2.3 Del tutto appagante, infine, e passando al terzo motivo del ricorso, è la motivazione con cui la Corte d’appello ha confermato la congruità della pena inflitta dal primo giudice (cfr., pagg. 16-17 della sentenza impugnata); a tal fine, infatti, ha puntualmente evocato la personalità dell’imputata, gravata da precedenti per reati contro il patrimonio ivi compresi fatti di rapina come di estorsione tentata e consumata, dovendosi comunque rilevare come quella di partenza – sia per il capo 17) che per il capo 32) – fosse state comunque parametrata in termini di gran lunga inferiori alla media edittale.
L’inammissibilità del ricorso comporta la condanna della ricorrente al pagamento delle spese processuali e, ai sensi dell’art. 616 cod. proc. pen., della somma – che si stima equa – di euro 3.000 in favore della Cassa delle Ammende, non emergendo elemento alcuno di esclusione di profili di colpa.
La Di NOME va infine condannata alla rifusione delle spese sostenute, nel grado, dalle costituite parti civili liquidate, alla luce delle rispettive notule e del disposizioni tabellari vigenti, nella misura per ciascuna di esse indicata in dispositivo.
P.Q.M.
dichiara inammissibile il ricorso e condanna la ricorrente al pagamento delle spese processuali e della somma di euro tremila in favore della Cassa delle Ammende.

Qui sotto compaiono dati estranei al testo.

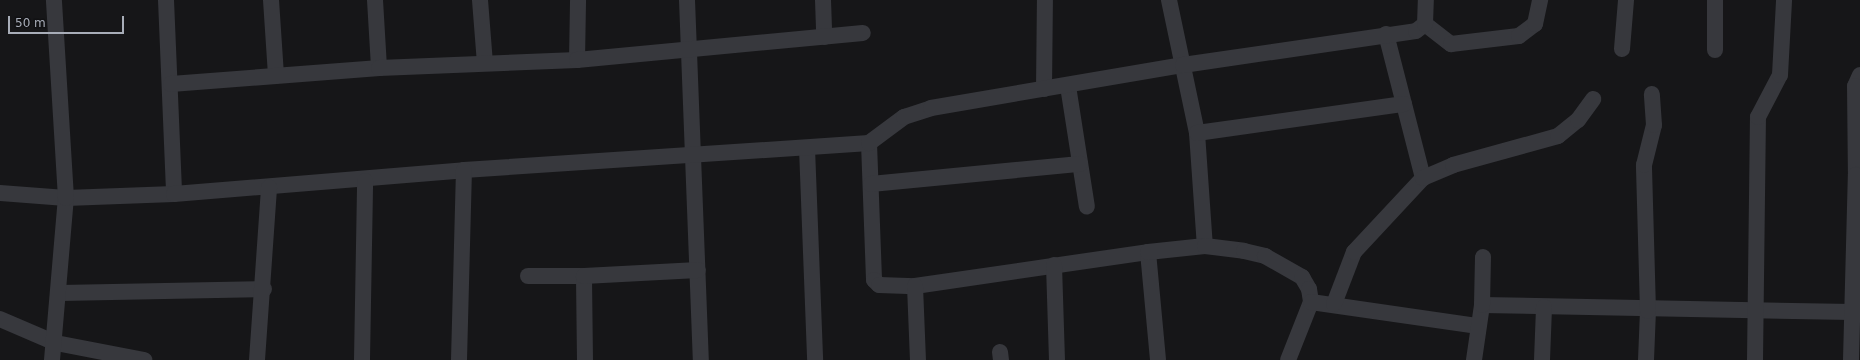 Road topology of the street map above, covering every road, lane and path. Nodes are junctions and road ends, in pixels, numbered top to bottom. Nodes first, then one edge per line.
1 (54, 0) edge
2 (166, 0) edge
3 (271, 0) edge
4 (375, 0) edge
5 (480, 0) edge
6 (578, 0) edge
7 (687, 0) edge
8 (822, 0) edge
9 (1045, 0) edge
10 (1169, 0) edge
11 (1426, 0) edge
12 (1540, 0) edge
13 (1626, 0) edge
14 (1715, 0) edge
15 (1784, 0) edge
16 (1425, 24) junction
17 (863, 33) dead end
18 (1386, 34) junction
19 (824, 37) junction
20 (689, 48) junction
21 (1622, 49) dead end
22 (1714, 50) dead end
23 (577, 60) junction
24 (486, 62) junction
25 (1183, 65) junction
26 (379, 68) junction
27 (1860, 75) edge
28 (276, 76) junction
29 (171, 84) junction
30 (1068, 86) junction
31 (1044, 89) junction
32 (1652, 94) dead end
33 (1593, 99) dead end
34 (1404, 104) junction
35 (1197, 133) junction
36 (869, 143) junction
37 (807, 148) junction
38 (692, 157) junction
39 (1080, 164) junction
40 (464, 170) junction
41 (1858, 174) edge
42 (1423, 178) junction
43 (365, 181) junction
44 (871, 184) junction
45 (269, 187) junction
46 (0, 194) edge
47 (174, 194) junction
48 (66, 198) junction
49 (1087, 207) dead end
50 (1205, 246) junction
51 (1148, 252) junction
52 (1483, 257) dead end
53 (1054, 265) junction
54 (698, 270) junction
55 (528, 276) dead end
56 (584, 276) junction
57 (916, 286) junction
58 (264, 289) junction
59 (60, 293) junction
60 (1311, 302) junction
61 (1334, 304) junction
62 (1482, 305) junction
63 (1544, 307) junction
64 (1648, 311) junction
65 (1757, 311) junction
66 (1852, 312) junction
67 (0, 319) edge
68 (1478, 326) junction
69 (56, 343) junction
70 (52, 360) edge
71 (144, 360) edge
72 (257, 360) edge
73 (362, 360) edge
74 (459, 360) edge
75 (585, 360) edge
76 (701, 360) edge
77 (815, 360) edge
78 (918, 360) edge
79 (1057, 360) edge
80 (1158, 360) edge
81 (1288, 360) edge
82 (1474, 360) edge
83 (1542, 360) edge
84 (1646, 360) edge
85 (1755, 360) edge
86 (1851, 360) edge

1 - 48 street
2 - 29 street
3 - 28 street
4 - 26 street
5 - 24 street
6 - 23 street
7 - 20 street
8 - 19 street
9 - 31 street
10 - 25 street
11 - 16 street
12 - 16 street
13 - 21 street
14 - 22 street
15 - 65 street
16 - 18 street
17 - 19 street
18 - 25 street
18 - 34 street
19 - 20 street
20 - 23 street
20 - 38 street
23 - 24 street
24 - 26 street
25 - 30 street
25 - 35 street
26 - 28 street
27 - 41 street
28 - 29 street
29 - 47 street
30 - 31 street
30 - 39 street
31 - 36 street
32 - 64 street
33 - 42 street
34 - 35 street
34 - 42 street
35 - 50 street
36 - 37 street
36 - 44 street
37 - 38 street
37 - 77 street
38 - 40 street
38 - 54 street
39 - 44 street
39 - 49 street
40 - 43 street
40 - 74 street
41 - 66 street
42 - 61 street
43 - 45 street
43 - 73 street
44 - 57 street
45 - 47 street
45 - 58 street
46 - 48 street
47 - 48 street
48 - 59 street
50 - 51 street
50 - 60 street
51 - 53 street
51 - 80 street
52 - 62 street
53 - 57 street
53 - 79 street
54 - 56 street
54 - 76 street
55 - 56 street
56 - 75 street
57 - 78 street
58 - 59 street
58 - 72 street
59 - 69 street
60 - 61 street
60 - 81 street
61 - 68 street
62 - 63 street
62 - 68 street
63 - 64 street
63 - 83 street
64 - 65 street
64 - 84 street
65 - 66 street
65 - 85 street
66 - 86 street
67 - 69 street
68 - 82 street
69 - 70 street
69 - 71 street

Condanna, inoltre, l’imputata alla rifusione delle spese di rappresentanza e difesa sostenute nel presente giudizio dalle parti civili Comune di Latina, in persona del Sindaco p.t., che liquida in complessivi euro 1.418,00 oltre accessori di legge, e RAGIONE_SOCIALE NOME COGNOME, in persona del legale rappresentante p.t., che liquida in complessivi euro 2.515,00, oltre accessori di legge.